EU VENHO COMPRAR O VOSSO RECTÂNGULO
Eis o «progresso» feito à base da quinquilharia
A minha amiga aproveitou o facto de eu estar de costas, a distribuir os produtos recicláveis pelos respectivos contentores para me assarapantar com um aflautado “Tchong! Tching! Thaung!”, que me fez voltar-me num susto, julgando que estava a ser vítima já do dominador asiático cobrando a dívida. Era ela, de mãos cruzadas e trejeitos de deusa hindu, simultaneamente humilde e grácil, dizendo “bom dia” em chinês, segundo explicou, feliz com a descoberta linguística.
Foi mais tarde, já instaladas à mesa da bica, que ela largou o que lhe ia na alma:
- Eu, quando ouvi a história na televisão pensei logo: Então os portugueses não estavam avisados duma coisa tão importante? Chega ali o presidente muito rico e diz: “Eu venho comprar o vosso rectângulo” e isso cai como uma bomba, pois nos programas de discussão de ideias ninguém jamais se referira a isso, todos à volta da dívida calamitosa à Europa e respectivos juros brutais…
- E das medidas de “austeridade” impostas, que todos acham de bandalheira porque só pendem sobre os menos capazes, pois os mais esforçados, que até contribuíram para a dívida, batem o pé com as exigências da sua indignação despudorada… A escumalha atingida limita-se à grevezita mandatada pelos partidos das greves…
- Como é que se faz uma coisa destas, sem nós sabermos? Eles não disseram nada à gente! Por isso o coiso dizia: “Nós não precisamos da ajuda de ninguém”. Os outros políticos também não deviam saber. Estiveram a falar de tudo, menos disso…
- O coiso sabia do Dom Sebastião, é o que foi. Volta sempre, o Dom Sebastião, e nem precisa de nevoeiro. Quando tudo parece perdido, a gente arranja logo um dispositivo salvador, para maior perdição futura, é certo, a pender sobre as gerações vindouras. Bem dizia, pelos anos posteriores ao do 25 de Abril, o meu amigo Juiz Brites Ribas, quando lhe falava no perigo africano sobre a Europa, ele, dos arcanos do seu muito saber preocupado, ripostava que o perigo grande residia no asiático. Realmente, os chineses têm-se vindo a insinuar. Mas agora foi como uma bomba que se soltou.
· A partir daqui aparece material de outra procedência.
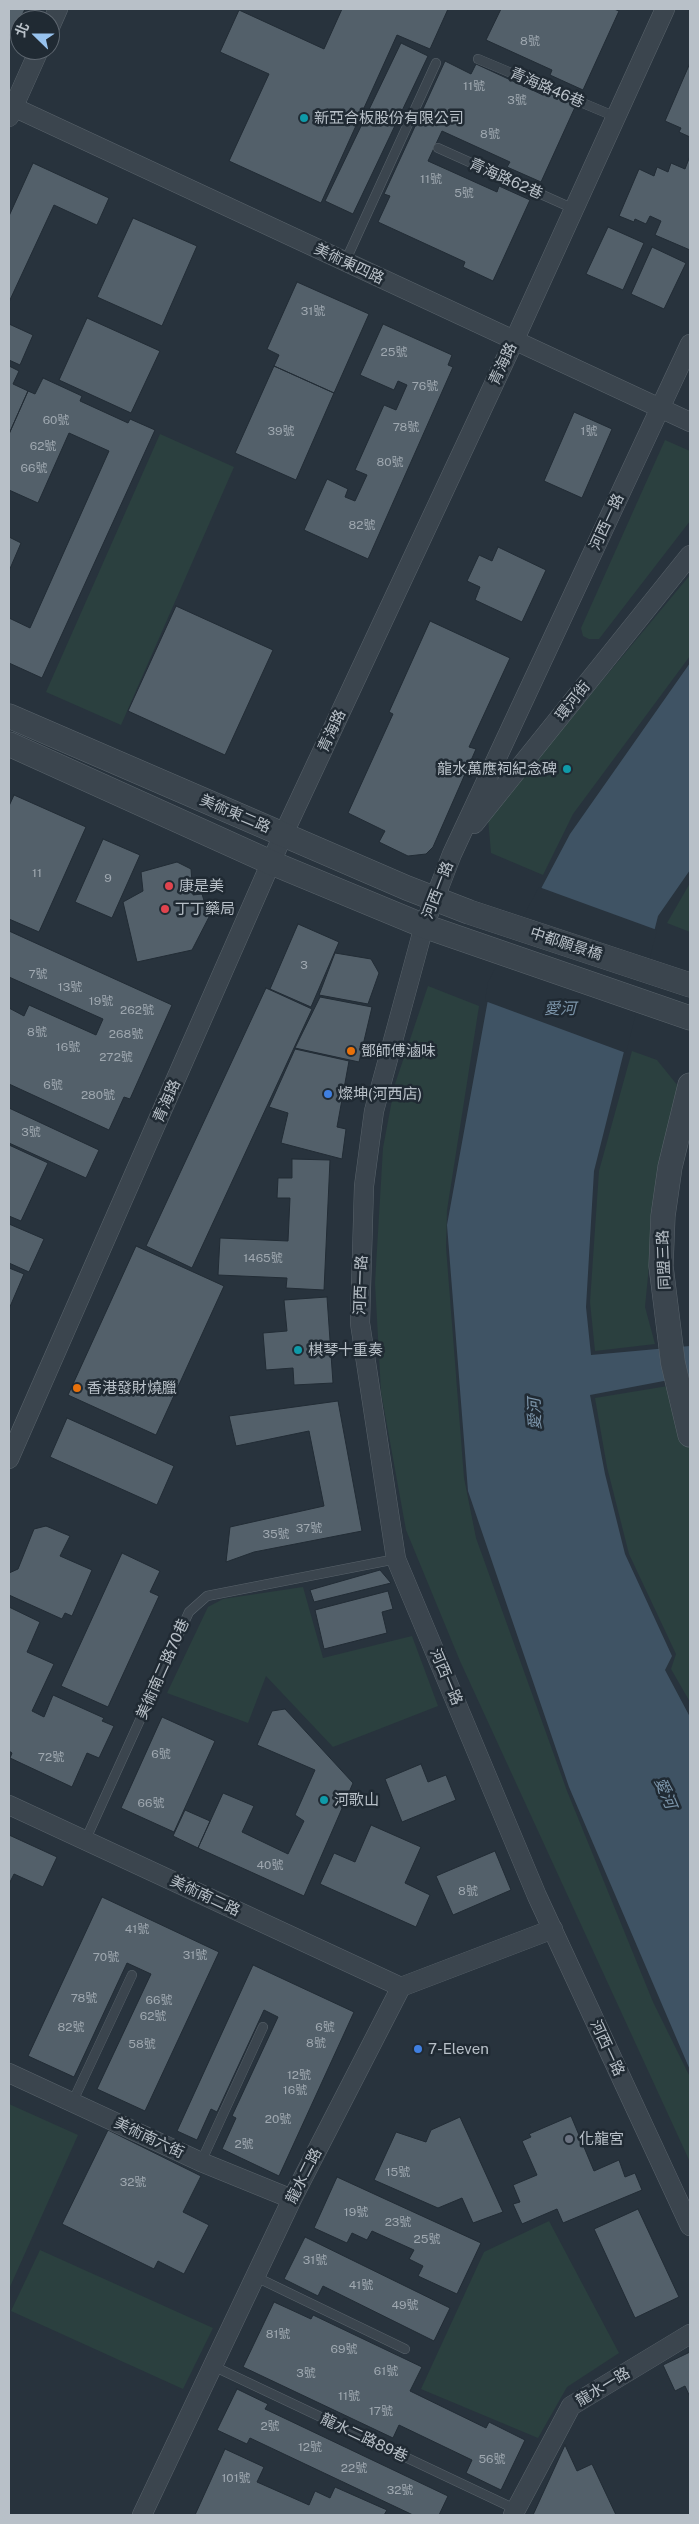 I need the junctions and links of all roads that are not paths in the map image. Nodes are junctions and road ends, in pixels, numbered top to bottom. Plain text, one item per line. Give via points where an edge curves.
1 (665, 9) edge
2 (478, 59) dead end
3 (34, 60) edge
4 (436, 63) dead end
5 (10, 110) edge
6 (616, 117) junction
7 (438, 148) dead end
8 (574, 209) junction
9 (345, 262) junction
10 (514, 341) junction
11 (690, 344) edge
12 (661, 408) junction
13 (690, 422) edge
14 (690, 555) edge
15 (16, 719) edge
16 (10, 748) edge
17 (283, 835) junction
18 (456, 847) junction
19 (272, 863) junction
20 (434, 899) junction
21 (463, 910) joint
22 (424, 926) junction
23 (453, 937) joint
24 (680, 982) edge
25 (690, 1018) edge
26 (690, 1085) edge
27 (680, 1167) edge
28 (690, 1435) edge
29 (9, 1458) edge
30 (396, 1558) junction
31 (9, 1805) edge
32 (85, 1841) junction
33 (552, 1929) junction
34 (132, 1976) dead end
35 (401, 1987) junction
36 (262, 2027) dead end
37 (9, 2073) edge
38 (72, 2103) junction
39 (201, 2162) junction
40 (292, 2199) junction
41 (690, 2226) edge
42 (256, 2277) junction
43 (690, 2334) edge
44 (405, 2349) dead end
45 (213, 2366) junction
46 (514, 2512) edge
47 (142, 2515) edge

1 - 6 street, 青海路
2 - 6 lane, 青海路46巷
3 - 5 street
4 - 9 lane
5 - 9 street, 美術東四路
6 - 8 street, 青海路
7 - 8 lane, 青海路62巷
8 - 10 street, 青海路
9 - 10 street, 美術東四路
10 - 12 street, 美術東四路
10 - 17 street, 青海路
11 - 12 street, 河西一路
12 - 13 street, 美術東四路
12 - 18 street, 河西一路
14 - 18 street, 環河街
15 - 16 street
15 - 17 street, 美術東二路
16 - 19 street, 美術東二路
17 - 19 street, 青海路
17 - 20 street, 美術東二路
18 - 20 street, 河西一路
19 - 22 street, 美術東二路
19 - 29 street, 青海路
20 - 21 street, 美術東二路
20 - 22 street, 河西一路
21 - 24 street, 中都願景橋
22 - 23 street, 美術東二路
22 - 30 street, 河西一路 via 374,1111 364,1186 360,1323
23 - 25 street, 中都願景橋
26 - 27 street, 同盟三路
27 - 28 street, 同盟三路 via 663,1216 662,1266 674,1363
30 - 32 lane, 美術南二路70巷 via 207,1596 189,1612
30 - 33 street, 河西一路
31 - 32 street, 美術南二路
32 - 35 street, 美術南二路
33 - 35 street
33 - 41 street, 河西一路
34 - 38 lane
35 - 40 street, 龍水二路
36 - 39 lane
37 - 38 street, 美術南六街
38 - 39 street, 美術南六街
39 - 40 street, 美術南六街
40 - 42 street, 龍水二路
42 - 44 lane
42 - 45 street, 龍水二路
43 - 46 street, 龍水一路 via 571,2406
45 - 46 lane, 龍水二路89巷
45 - 47 street, 龍水二路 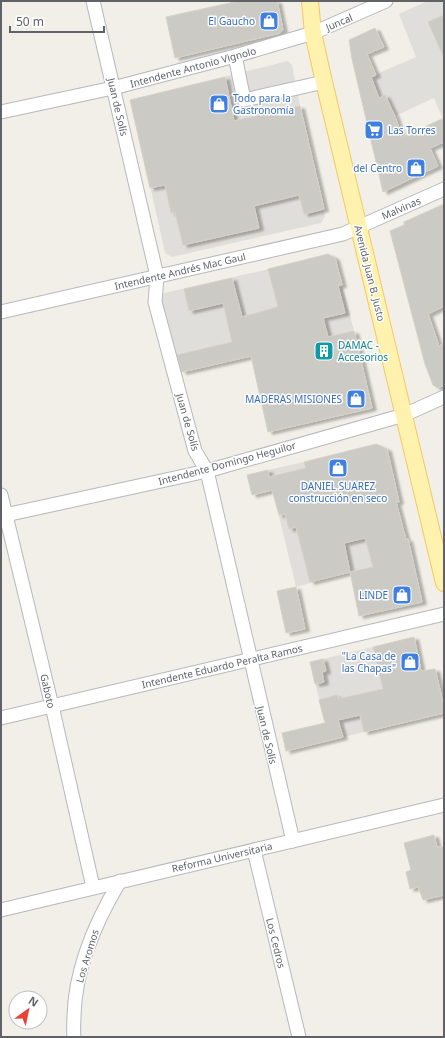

- As contrapartidas, vamos sabendo aos poucos. Eles importarão os vinhos e os azeites do costume e instalarão lojas por aqui? Talvez invistam no TGV… O que eu fiquei sabendo é que há já por cá vinte mil chineses. Bons alunos, os da escola portuguesa… Muitos nascidos cá. É a melhor maneira do país não acabar… Indignei-me um pouco, com a expectativa.
- O meu último netinho, nascido na semana passada, também se chama Sebastião. É para ele que me viro, é nele que deposito a esperança de salvação futura, pequenino ser que não respeitamos hoje. Que Deus o guarde, numa pátria livre.